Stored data
+ + + + +

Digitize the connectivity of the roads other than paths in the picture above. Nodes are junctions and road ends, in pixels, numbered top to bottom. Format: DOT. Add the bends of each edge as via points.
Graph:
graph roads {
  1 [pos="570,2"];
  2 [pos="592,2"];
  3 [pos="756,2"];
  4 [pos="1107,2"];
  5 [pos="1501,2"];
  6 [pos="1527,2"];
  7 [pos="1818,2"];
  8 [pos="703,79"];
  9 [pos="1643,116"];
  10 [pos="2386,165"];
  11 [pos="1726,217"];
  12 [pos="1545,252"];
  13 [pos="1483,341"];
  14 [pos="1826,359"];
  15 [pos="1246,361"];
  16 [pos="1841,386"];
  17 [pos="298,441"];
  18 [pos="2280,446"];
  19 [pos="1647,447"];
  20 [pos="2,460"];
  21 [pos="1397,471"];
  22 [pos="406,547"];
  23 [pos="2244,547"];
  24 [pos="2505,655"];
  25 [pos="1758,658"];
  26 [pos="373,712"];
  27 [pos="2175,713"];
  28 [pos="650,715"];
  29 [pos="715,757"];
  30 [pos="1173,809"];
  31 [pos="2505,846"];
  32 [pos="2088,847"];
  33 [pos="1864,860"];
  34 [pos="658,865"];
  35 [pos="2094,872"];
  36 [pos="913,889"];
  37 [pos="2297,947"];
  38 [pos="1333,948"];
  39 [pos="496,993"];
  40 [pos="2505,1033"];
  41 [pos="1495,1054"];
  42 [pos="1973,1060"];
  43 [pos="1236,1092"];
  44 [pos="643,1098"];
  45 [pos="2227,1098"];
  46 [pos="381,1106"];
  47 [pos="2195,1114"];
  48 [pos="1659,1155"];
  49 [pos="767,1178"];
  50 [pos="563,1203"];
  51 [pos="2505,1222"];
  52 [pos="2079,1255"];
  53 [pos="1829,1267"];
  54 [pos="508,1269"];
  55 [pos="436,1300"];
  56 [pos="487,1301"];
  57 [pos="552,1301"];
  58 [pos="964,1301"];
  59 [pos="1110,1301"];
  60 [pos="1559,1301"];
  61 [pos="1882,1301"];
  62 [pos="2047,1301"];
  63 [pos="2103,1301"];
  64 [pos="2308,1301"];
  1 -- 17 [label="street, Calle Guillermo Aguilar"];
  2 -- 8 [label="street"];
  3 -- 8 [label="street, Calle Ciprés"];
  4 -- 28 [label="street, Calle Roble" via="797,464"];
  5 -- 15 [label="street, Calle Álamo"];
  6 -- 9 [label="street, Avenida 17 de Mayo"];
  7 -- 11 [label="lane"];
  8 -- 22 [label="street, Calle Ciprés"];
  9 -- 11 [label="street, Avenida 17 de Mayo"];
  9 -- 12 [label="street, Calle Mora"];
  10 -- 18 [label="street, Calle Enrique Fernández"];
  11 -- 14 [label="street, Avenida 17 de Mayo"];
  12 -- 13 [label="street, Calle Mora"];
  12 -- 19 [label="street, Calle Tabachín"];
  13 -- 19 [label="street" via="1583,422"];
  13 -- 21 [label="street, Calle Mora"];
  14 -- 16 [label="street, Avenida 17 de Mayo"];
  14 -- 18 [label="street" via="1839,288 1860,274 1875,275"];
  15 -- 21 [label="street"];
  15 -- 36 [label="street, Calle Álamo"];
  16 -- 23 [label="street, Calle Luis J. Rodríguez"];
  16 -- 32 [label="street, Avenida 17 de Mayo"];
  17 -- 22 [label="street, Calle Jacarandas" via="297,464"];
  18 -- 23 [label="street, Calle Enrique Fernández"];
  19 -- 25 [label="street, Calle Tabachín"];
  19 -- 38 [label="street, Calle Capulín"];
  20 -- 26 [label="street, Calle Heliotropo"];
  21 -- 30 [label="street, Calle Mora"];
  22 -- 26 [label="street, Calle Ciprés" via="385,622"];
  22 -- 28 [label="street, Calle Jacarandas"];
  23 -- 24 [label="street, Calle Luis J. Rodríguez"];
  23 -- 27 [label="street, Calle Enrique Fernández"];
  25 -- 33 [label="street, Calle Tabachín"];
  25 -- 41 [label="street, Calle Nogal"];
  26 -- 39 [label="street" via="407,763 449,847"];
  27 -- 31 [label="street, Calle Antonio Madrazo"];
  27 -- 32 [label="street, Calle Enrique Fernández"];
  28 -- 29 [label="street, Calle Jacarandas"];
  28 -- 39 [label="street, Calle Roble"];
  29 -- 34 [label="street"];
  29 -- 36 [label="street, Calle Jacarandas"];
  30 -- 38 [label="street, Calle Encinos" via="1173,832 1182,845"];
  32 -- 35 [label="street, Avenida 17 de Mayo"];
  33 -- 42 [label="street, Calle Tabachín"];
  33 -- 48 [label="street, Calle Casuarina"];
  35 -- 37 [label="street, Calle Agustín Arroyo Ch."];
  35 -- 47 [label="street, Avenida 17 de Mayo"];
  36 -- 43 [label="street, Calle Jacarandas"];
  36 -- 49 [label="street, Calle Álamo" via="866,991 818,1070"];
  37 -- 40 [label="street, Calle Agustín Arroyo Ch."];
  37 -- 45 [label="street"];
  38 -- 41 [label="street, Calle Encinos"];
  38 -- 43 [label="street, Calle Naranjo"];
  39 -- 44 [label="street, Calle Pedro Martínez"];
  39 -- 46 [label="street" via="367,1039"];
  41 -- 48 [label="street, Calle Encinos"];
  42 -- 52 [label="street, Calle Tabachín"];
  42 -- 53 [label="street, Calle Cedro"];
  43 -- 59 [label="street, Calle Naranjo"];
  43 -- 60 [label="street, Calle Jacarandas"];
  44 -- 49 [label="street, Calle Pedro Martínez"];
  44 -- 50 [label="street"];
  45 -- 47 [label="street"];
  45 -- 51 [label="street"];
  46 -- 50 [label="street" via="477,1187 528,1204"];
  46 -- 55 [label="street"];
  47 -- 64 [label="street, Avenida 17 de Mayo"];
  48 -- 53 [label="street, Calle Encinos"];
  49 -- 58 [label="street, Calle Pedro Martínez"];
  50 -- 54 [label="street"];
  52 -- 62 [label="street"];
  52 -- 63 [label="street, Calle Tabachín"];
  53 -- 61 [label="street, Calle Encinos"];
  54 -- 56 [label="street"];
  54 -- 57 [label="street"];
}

+ + + + +

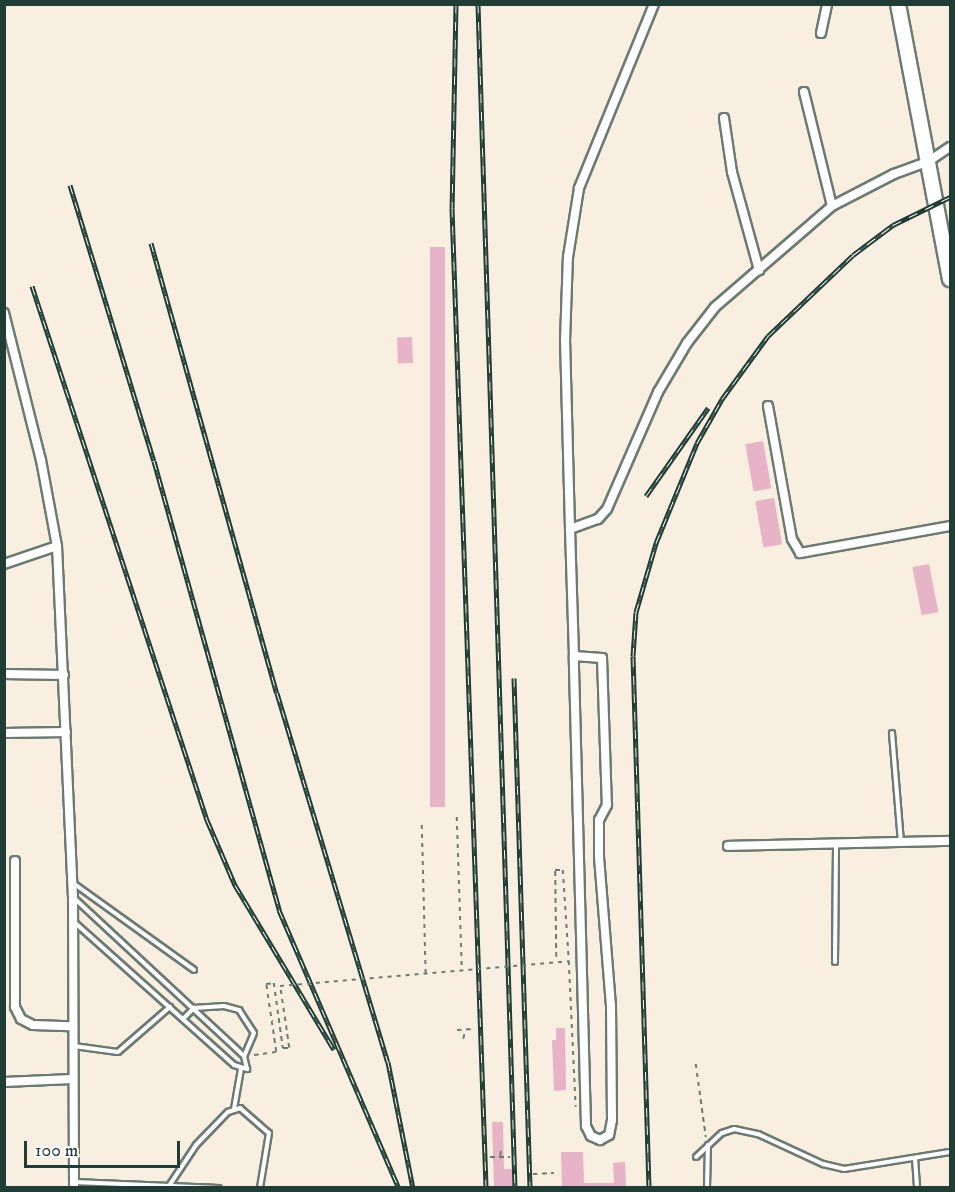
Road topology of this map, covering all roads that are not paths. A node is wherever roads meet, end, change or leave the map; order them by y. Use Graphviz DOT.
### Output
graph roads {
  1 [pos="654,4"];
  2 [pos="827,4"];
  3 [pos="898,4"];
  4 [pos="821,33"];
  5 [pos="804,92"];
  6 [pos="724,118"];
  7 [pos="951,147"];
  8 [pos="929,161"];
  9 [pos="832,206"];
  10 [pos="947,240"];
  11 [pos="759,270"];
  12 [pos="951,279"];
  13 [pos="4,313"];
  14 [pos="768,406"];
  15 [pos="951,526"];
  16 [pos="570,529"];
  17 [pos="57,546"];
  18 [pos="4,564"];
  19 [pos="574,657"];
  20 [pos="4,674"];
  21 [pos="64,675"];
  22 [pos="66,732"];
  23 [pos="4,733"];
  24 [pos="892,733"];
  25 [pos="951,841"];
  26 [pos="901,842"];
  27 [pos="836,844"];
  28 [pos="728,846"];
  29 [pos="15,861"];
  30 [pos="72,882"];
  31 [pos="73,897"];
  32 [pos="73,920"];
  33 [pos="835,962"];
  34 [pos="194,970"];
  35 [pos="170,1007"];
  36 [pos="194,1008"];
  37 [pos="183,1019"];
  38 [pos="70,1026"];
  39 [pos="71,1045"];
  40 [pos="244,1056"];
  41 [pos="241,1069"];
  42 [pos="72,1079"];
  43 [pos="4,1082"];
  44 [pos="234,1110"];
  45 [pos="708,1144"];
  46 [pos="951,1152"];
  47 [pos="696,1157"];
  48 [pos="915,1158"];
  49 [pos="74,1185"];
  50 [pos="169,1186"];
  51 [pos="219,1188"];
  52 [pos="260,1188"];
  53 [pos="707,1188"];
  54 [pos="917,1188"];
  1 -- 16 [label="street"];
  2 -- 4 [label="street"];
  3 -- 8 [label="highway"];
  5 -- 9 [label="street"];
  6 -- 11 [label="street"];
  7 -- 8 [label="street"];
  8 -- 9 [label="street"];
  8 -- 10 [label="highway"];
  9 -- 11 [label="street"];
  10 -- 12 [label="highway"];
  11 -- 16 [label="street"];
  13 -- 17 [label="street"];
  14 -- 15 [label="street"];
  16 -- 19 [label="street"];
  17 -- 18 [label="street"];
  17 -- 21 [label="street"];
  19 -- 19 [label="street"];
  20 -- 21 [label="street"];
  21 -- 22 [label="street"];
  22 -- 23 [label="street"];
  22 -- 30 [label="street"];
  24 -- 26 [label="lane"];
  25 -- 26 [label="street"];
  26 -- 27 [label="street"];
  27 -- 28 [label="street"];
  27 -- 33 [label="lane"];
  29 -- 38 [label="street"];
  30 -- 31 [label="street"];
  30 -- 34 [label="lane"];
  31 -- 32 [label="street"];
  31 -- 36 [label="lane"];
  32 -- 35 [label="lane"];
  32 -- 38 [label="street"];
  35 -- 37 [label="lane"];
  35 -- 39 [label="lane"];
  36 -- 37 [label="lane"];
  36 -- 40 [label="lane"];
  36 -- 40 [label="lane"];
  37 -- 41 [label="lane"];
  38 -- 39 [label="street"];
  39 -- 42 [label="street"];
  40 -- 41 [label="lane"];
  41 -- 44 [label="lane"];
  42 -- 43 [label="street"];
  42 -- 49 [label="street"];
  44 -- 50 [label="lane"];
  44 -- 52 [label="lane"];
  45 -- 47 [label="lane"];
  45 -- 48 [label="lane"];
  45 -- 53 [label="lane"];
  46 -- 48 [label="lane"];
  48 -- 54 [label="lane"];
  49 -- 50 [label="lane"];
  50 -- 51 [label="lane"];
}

+ + + + +

> _WHAT IS BEING ASKED_
Copy out every line of the records that the string "Martínez" appears in.

> _YOUR SOLUTION_
  39 -- 44 [label="street, Calle Pedro Martínez"];
  44 -- 49 [label="street, Calle Pedro Martínez"];
  49 -- 58 [label="street, Calle Pedro Martínez"];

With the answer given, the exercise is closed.